--- Supplied records Enclosed Below ---
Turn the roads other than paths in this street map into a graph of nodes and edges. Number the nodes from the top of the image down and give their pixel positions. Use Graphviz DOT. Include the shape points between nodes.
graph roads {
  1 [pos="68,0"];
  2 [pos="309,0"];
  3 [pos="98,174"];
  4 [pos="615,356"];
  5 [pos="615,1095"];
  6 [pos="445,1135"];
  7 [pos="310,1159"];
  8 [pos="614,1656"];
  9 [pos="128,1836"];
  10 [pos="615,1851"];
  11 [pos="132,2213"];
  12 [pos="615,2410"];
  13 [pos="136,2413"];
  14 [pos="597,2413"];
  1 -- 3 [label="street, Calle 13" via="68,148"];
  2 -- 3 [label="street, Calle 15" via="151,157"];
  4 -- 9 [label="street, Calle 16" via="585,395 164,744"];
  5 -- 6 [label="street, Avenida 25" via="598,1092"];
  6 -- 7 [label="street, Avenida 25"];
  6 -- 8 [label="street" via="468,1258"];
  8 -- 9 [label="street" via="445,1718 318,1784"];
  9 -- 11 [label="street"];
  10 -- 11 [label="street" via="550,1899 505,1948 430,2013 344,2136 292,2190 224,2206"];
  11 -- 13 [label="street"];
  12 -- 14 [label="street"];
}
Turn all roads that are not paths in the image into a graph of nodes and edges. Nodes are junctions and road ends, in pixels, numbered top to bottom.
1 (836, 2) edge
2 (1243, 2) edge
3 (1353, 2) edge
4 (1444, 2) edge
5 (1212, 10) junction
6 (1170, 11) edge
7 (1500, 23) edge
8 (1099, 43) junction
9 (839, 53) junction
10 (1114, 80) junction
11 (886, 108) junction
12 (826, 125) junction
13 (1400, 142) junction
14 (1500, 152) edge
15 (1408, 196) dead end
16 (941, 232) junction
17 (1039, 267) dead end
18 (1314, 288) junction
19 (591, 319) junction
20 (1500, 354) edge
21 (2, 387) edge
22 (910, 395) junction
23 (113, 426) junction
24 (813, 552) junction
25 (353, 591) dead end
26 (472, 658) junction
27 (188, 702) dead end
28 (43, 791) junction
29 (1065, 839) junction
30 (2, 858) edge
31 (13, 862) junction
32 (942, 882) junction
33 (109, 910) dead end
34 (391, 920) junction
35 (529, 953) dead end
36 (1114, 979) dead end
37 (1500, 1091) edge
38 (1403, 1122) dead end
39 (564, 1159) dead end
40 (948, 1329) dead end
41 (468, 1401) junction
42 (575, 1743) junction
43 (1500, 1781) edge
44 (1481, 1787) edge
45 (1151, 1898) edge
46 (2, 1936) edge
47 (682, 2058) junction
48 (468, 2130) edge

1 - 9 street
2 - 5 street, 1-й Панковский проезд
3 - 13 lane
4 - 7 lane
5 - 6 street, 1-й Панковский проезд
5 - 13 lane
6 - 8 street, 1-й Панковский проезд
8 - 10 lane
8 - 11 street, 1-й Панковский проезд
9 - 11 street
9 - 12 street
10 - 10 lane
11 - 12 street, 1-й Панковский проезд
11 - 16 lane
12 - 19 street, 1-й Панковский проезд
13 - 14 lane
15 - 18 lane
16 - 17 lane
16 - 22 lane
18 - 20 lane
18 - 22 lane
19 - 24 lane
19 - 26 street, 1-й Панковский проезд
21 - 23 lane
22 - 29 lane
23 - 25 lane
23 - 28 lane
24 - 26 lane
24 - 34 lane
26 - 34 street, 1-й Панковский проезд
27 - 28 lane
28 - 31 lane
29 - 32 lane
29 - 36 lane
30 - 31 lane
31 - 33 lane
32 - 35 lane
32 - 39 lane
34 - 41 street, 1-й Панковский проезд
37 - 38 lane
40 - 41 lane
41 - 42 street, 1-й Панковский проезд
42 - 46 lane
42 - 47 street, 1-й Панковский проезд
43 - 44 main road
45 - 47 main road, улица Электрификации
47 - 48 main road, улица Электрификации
--- End of Enclosed Supplied records ---
[Aim of the task]
Reproduce the complete data exactly as presented above.

[Answer for the task]
Turn the roads other than paths in this street map into a graph of nodes and edges. Number the nodes from the top of the image down and give their pixel positions. Use Graphviz DOT. Include the shape points between nodes.
graph roads {
  1 [pos="68,0"];
  2 [pos="309,0"];
  3 [pos="98,174"];
  4 [pos="615,356"];
  5 [pos="615,1095"];
  6 [pos="445,1135"];
  7 [pos="310,1159"];
  8 [pos="614,1656"];
  9 [pos="128,1836"];
  10 [pos="615,1851"];
  11 [pos="132,2213"];
  12 [pos="615,2410"];
  13 [pos="136,2413"];
  14 [pos="597,2413"];
  1 -- 3 [label="street, Calle 13" via="68,148"];
  2 -- 3 [label="street, Calle 15" via="151,157"];
  4 -- 9 [label="street, Calle 16" via="585,395 164,744"];
  5 -- 6 [label="street, Avenida 25" via="598,1092"];
  6 -- 7 [label="street, Avenida 25"];
  6 -- 8 [label="street" via="468,1258"];
  8 -- 9 [label="street" via="445,1718 318,1784"];
  9 -- 11 [label="street"];
  10 -- 11 [label="street" via="550,1899 505,1948 430,2013 344,2136 292,2190 224,2206"];
  11 -- 13 [label="street"];
  12 -- 14 [label="street"];
}
Turn all roads that are not paths in the image into a graph of nodes and edges. Nodes are junctions and road ends, in pixels, numbered top to bottom.
1 (836, 2) edge
2 (1243, 2) edge
3 (1353, 2) edge
4 (1444, 2) edge
5 (1212, 10) junction
6 (1170, 11) edge
7 (1500, 23) edge
8 (1099, 43) junction
9 (839, 53) junction
10 (1114, 80) junction
11 (886, 108) junction
12 (826, 125) junction
13 (1400, 142) junction
14 (1500, 152) edge
15 (1408, 196) dead end
16 (941, 232) junction
17 (1039, 267) dead end
18 (1314, 288) junction
19 (591, 319) junction
20 (1500, 354) edge
21 (2, 387) edge
22 (910, 395) junction
23 (113, 426) junction
24 (813, 552) junction
25 (353, 591) dead end
26 (472, 658) junction
27 (188, 702) dead end
28 (43, 791) junction
29 (1065, 839) junction
30 (2, 858) edge
31 (13, 862) junction
32 (942, 882) junction
33 (109, 910) dead end
34 (391, 920) junction
35 (529, 953) dead end
36 (1114, 979) dead end
37 (1500, 1091) edge
38 (1403, 1122) dead end
39 (564, 1159) dead end
40 (948, 1329) dead end
41 (468, 1401) junction
42 (575, 1743) junction
43 (1500, 1781) edge
44 (1481, 1787) edge
45 (1151, 1898) edge
46 (2, 1936) edge
47 (682, 2058) junction
48 (468, 2130) edge

1 - 9 street
2 - 5 street, 1-й Панковский проезд
3 - 13 lane
4 - 7 lane
5 - 6 street, 1-й Панковский проезд
5 - 13 lane
6 - 8 street, 1-й Панковский проезд
8 - 10 lane
8 - 11 street, 1-й Панковский проезд
9 - 11 street
9 - 12 street
10 - 10 lane
11 - 12 street, 1-й Панковский проезд
11 - 16 lane
12 - 19 street, 1-й Панковский проезд
13 - 14 lane
15 - 18 lane
16 - 17 lane
16 - 22 lane
18 - 20 lane
18 - 22 lane
19 - 24 lane
19 - 26 street, 1-й Панковский проезд
21 - 23 lane
22 - 29 lane
23 - 25 lane
23 - 28 lane
24 - 26 lane
24 - 34 lane
26 - 34 street, 1-й Панковский проезд
27 - 28 lane
28 - 31 lane
29 - 32 lane
29 - 36 lane
30 - 31 lane
31 - 33 lane
32 - 35 lane
32 - 39 lane
34 - 41 street, 1-й Панковский проезд
37 - 38 lane
40 - 41 lane
41 - 42 street, 1-й Панковский проезд
42 - 46 lane
42 - 47 street, 1-й Панковский проезд
43 - 44 main road
45 - 47 main road, улица Электрификации
47 - 48 main road, улица Электрификации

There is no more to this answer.